* **Required action**
Could you print exactly the lines of the listing below, starting at the line that has "Digitize the connectivity of the" and ending at the line that has "I need the junctions", and only those lines?

Data supplied section start

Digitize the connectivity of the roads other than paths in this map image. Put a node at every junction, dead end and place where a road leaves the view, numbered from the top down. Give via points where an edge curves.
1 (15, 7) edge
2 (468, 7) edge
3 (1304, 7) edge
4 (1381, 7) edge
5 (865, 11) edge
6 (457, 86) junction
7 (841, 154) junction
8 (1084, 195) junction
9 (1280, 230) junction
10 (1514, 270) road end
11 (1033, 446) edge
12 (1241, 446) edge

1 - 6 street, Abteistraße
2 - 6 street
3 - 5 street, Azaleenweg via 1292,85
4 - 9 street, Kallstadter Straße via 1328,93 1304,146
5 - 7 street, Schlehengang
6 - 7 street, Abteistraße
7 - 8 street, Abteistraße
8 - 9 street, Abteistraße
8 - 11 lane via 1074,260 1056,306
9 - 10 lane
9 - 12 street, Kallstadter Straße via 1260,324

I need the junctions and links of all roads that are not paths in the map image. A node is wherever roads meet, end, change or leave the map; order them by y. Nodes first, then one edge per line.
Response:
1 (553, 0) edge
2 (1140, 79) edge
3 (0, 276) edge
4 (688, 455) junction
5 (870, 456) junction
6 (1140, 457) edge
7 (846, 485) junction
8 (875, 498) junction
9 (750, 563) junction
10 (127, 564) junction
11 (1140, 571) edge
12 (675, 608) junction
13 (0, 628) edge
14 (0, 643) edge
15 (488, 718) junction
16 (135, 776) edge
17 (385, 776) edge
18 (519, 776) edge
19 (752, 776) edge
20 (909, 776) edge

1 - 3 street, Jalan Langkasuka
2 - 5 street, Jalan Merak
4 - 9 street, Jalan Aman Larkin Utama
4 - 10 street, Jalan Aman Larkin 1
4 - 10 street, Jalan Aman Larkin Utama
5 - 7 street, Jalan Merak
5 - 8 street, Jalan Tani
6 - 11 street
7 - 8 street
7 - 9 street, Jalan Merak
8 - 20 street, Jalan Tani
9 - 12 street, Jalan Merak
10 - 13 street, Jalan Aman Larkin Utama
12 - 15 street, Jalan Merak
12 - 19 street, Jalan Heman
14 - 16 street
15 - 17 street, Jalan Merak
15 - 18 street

Data supplied section end
Data supplied section start

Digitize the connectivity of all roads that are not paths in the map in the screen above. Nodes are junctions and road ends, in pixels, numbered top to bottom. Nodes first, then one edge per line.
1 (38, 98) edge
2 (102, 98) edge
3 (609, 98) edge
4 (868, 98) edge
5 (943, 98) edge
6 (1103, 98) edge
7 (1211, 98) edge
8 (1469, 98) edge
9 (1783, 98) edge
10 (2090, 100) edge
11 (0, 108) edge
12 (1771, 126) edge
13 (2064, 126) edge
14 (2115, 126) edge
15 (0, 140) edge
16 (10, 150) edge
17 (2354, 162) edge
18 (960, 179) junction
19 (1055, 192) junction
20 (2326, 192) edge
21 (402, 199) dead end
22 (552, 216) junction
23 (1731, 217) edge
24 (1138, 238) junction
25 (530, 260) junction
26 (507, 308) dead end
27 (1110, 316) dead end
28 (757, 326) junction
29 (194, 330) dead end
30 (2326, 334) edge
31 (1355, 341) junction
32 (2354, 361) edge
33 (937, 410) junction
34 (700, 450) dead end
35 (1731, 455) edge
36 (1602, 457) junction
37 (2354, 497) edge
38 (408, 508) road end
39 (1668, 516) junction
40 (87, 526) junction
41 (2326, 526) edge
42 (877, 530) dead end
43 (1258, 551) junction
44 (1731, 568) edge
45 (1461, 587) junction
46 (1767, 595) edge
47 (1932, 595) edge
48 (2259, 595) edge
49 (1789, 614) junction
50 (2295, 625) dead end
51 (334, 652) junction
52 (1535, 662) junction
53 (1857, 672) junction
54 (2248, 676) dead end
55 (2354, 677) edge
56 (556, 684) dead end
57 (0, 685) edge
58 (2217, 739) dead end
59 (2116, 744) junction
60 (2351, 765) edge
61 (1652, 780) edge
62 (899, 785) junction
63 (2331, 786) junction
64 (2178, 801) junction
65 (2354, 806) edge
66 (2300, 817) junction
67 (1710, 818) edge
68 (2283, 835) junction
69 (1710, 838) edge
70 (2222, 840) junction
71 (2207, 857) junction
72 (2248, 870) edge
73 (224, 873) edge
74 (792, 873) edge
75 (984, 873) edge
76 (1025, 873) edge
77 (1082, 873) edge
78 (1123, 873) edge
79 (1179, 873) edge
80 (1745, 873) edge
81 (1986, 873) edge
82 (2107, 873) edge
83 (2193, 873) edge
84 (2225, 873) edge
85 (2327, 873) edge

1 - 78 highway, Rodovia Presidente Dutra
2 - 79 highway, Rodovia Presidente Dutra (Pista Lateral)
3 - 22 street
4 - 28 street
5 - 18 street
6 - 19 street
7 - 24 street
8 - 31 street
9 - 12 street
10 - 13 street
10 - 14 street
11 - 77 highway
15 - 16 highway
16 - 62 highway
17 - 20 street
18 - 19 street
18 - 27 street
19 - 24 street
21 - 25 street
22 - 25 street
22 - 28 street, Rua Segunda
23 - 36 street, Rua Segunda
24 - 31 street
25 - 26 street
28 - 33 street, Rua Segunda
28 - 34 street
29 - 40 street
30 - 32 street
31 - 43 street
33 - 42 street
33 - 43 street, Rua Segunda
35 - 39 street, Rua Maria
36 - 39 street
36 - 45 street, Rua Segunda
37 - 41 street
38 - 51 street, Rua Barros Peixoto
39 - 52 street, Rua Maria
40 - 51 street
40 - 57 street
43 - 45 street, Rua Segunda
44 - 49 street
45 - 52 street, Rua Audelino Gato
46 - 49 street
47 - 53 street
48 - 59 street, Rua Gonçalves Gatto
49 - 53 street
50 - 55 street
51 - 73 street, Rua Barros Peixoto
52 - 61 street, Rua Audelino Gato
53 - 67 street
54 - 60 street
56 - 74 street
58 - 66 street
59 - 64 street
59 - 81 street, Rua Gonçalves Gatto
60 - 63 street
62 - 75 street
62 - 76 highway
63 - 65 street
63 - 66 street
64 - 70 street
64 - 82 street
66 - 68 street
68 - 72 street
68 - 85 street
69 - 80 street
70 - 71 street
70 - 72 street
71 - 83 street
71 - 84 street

Data supplied section end

* **Task answer**
Digitize the connectivity of the roads other than paths in this map image. Put a node at every junction, dead end and place where a road leaves the view, numbered from the top down. Give via points where an edge curves.
1 (15, 7) edge
2 (468, 7) edge
3 (1304, 7) edge
4 (1381, 7) edge
5 (865, 11) edge
6 (457, 86) junction
7 (841, 154) junction
8 (1084, 195) junction
9 (1280, 230) junction
10 (1514, 270) road end
11 (1033, 446) edge
12 (1241, 446) edge

1 - 6 street, Abteistraße
2 - 6 street
3 - 5 street, Azaleenweg via 1292,85
4 - 9 street, Kallstadter Straße via 1328,93 1304,146
5 - 7 street, Schlehengang
6 - 7 street, Abteistraße
7 - 8 street, Abteistraße
8 - 9 street, Abteistraße
8 - 11 lane via 1074,260 1056,306
9 - 10 lane
9 - 12 street, Kallstadter Straße via 1260,324

I need the junctions and links of all roads that are not paths in the map image. A node is wherever roads meet, end, change or leave the map; order them by y. Nodes first, then one edge per line.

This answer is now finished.